=== Exercise directions ===
Which lines below contain "前进立交桥"? Copy every one of them.

[[ Data, beginning ]]

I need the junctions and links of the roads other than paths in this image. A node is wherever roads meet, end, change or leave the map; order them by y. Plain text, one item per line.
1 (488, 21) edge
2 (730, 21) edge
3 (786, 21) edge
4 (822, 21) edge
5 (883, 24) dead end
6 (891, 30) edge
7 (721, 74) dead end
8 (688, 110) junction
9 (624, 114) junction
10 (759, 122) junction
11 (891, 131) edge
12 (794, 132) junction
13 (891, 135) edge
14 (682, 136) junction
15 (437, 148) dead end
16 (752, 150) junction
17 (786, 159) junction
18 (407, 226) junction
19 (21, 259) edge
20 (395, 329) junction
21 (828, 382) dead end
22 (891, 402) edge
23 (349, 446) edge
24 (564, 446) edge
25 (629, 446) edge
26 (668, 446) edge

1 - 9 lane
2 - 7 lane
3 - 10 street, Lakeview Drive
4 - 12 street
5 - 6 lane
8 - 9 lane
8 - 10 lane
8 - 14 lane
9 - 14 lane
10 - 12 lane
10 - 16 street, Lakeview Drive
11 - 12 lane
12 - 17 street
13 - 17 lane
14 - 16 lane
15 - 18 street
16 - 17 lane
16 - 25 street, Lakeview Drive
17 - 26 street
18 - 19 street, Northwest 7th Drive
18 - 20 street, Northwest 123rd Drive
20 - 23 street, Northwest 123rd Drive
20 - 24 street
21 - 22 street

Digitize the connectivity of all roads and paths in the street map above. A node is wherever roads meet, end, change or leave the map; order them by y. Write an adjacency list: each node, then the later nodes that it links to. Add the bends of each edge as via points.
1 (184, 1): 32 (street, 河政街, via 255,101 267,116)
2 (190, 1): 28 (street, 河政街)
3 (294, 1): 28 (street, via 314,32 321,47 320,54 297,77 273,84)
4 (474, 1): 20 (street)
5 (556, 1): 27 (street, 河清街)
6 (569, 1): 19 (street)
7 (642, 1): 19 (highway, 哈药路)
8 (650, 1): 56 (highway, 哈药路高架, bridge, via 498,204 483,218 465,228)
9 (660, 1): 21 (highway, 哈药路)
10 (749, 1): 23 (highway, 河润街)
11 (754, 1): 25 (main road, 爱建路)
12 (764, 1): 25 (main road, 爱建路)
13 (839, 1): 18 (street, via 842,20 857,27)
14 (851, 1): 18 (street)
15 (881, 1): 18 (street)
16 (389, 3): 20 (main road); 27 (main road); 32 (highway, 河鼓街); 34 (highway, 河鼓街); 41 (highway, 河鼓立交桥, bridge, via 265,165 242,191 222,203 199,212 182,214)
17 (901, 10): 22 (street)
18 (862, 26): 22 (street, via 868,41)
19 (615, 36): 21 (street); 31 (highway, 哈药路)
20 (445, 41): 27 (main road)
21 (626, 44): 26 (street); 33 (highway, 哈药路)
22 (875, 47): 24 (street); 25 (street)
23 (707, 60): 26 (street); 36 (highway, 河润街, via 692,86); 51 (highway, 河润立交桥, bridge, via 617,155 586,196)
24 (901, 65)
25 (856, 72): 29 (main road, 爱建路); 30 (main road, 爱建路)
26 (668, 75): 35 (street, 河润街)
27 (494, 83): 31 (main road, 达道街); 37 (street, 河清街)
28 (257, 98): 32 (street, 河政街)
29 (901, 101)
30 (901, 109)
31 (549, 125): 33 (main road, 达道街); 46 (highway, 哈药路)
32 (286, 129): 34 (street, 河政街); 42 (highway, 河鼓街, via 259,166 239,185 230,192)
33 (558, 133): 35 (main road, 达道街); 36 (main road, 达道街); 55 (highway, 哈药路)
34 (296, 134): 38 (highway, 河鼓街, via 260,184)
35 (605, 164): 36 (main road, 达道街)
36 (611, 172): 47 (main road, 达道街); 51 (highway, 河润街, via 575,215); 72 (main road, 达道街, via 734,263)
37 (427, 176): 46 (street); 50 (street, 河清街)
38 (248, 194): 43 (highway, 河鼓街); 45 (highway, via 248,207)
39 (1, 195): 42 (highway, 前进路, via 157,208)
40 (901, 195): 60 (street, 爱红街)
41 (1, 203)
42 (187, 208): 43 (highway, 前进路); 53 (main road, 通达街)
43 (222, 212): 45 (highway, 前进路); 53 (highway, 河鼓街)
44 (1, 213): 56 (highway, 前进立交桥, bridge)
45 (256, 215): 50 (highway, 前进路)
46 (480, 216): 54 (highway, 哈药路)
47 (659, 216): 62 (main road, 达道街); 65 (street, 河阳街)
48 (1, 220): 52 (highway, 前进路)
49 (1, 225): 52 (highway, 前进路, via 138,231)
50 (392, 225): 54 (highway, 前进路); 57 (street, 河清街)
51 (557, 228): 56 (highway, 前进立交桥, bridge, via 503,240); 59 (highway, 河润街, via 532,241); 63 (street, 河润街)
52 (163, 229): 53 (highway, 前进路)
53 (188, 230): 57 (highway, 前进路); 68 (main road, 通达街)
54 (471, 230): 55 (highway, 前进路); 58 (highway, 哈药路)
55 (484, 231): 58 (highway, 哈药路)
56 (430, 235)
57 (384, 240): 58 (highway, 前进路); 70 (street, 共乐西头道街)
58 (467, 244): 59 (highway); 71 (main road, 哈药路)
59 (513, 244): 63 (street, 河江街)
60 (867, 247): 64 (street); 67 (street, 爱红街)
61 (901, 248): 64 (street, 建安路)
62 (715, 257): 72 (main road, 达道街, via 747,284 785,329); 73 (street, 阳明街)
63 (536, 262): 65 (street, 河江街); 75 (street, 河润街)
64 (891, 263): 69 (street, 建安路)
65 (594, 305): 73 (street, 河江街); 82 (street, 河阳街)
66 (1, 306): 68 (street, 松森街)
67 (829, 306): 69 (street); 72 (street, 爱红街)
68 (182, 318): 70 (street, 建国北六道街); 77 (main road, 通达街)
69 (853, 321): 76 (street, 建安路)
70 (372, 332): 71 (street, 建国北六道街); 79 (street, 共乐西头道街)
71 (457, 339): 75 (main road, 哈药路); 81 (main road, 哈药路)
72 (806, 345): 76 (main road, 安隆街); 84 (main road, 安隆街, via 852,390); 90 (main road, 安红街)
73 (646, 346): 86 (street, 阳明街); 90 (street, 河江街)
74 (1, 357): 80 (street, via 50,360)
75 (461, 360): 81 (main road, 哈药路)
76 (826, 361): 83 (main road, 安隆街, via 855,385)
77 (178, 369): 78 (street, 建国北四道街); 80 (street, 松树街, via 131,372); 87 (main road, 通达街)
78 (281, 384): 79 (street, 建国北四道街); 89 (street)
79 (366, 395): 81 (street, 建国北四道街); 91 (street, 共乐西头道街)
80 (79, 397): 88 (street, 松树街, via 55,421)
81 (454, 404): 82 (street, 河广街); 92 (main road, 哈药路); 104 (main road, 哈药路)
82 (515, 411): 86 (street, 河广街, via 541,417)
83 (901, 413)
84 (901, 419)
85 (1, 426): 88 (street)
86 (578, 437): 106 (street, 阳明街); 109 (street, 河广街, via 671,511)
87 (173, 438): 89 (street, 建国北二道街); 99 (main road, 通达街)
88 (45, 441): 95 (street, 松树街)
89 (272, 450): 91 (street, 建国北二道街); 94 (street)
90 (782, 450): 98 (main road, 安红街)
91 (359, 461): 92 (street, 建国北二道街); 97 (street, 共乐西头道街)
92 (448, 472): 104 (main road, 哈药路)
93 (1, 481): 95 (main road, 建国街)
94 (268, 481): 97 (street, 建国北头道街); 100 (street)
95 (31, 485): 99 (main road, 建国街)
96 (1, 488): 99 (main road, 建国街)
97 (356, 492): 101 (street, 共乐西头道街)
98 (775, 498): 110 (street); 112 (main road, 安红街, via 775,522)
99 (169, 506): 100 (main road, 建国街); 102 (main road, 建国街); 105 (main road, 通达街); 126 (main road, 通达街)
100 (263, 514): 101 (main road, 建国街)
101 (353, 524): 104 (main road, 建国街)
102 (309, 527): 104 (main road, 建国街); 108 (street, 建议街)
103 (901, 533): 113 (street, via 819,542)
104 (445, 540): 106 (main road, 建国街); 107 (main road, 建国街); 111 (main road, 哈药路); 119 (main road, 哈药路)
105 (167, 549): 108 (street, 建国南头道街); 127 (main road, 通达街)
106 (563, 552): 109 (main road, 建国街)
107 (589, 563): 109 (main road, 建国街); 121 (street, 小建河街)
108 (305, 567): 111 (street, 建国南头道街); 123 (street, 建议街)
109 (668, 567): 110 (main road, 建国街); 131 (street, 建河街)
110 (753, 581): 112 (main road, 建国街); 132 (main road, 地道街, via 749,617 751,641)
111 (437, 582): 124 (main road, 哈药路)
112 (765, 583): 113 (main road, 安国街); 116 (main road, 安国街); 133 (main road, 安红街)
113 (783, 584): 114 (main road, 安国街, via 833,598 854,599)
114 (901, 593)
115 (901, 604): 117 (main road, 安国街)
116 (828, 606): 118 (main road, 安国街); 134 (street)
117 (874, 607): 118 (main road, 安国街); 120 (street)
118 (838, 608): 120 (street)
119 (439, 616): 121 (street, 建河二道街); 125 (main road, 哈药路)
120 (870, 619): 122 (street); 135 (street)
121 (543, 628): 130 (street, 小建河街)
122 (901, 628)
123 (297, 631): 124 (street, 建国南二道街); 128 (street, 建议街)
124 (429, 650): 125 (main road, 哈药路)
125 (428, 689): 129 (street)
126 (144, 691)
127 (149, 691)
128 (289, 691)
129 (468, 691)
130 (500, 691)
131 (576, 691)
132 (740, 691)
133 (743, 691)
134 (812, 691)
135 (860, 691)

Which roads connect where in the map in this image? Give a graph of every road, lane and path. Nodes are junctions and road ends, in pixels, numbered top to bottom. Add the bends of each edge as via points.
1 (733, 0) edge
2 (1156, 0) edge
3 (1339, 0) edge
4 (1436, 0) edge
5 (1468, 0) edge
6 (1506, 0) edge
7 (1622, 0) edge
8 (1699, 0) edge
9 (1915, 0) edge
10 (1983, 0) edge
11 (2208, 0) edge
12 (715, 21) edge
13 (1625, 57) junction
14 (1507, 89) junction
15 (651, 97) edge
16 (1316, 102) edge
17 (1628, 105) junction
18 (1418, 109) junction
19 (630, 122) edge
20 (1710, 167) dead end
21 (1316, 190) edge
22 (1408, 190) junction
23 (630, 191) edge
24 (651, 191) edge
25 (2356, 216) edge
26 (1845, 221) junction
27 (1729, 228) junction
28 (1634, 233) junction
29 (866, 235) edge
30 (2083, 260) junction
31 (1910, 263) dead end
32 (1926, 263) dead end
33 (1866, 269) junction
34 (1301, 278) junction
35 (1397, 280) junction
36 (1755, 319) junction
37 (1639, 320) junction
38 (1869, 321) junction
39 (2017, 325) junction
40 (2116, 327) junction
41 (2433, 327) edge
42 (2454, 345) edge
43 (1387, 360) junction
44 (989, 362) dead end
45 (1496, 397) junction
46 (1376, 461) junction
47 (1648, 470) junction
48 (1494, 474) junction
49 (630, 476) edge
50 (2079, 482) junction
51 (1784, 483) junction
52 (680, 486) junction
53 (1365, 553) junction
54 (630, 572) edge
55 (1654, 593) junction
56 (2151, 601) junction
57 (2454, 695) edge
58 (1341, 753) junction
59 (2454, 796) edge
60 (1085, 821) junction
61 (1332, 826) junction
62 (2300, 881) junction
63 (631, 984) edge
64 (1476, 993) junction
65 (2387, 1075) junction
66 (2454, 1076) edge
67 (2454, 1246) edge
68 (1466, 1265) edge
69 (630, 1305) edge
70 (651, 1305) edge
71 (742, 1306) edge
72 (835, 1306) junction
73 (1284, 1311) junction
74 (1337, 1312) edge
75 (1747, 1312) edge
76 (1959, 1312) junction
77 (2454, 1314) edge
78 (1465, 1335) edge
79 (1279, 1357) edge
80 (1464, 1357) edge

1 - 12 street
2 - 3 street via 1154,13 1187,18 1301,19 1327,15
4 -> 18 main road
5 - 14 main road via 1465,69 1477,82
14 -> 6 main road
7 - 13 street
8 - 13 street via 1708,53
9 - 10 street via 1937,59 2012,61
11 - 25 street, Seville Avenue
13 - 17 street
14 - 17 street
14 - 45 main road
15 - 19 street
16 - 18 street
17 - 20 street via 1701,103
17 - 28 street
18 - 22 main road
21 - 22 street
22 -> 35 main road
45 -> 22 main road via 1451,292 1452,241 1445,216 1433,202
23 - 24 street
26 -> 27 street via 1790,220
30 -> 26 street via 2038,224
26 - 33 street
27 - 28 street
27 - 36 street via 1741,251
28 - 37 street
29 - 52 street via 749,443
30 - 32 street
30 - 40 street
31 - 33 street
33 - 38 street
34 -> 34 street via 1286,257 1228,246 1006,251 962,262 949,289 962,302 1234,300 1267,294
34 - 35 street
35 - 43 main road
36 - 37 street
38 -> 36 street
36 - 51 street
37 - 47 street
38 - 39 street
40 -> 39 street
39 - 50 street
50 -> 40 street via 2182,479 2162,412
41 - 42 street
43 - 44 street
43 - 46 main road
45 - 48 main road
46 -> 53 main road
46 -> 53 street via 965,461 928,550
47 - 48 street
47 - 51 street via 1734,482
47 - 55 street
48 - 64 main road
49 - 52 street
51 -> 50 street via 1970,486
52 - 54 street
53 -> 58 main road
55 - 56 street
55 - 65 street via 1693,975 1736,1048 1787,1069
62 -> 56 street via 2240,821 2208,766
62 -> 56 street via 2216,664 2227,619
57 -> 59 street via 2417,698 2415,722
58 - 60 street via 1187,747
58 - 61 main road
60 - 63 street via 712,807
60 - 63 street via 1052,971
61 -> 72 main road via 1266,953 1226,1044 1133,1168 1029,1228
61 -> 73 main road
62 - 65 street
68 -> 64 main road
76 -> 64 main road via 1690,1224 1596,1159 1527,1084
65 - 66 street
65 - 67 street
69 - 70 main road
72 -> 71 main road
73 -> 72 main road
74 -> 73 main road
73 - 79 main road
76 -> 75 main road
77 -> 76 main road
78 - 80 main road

[[ Data, end ]]

=== Answer for this exercise ===
44 (1, 213): 56 (highway, 前进立交桥, bridge)
51 (557, 228): 56 (highway, 前进立交桥, bridge, via 503,240); 59 (highway, 河润街, via 532,241); 63 (street, 河润街)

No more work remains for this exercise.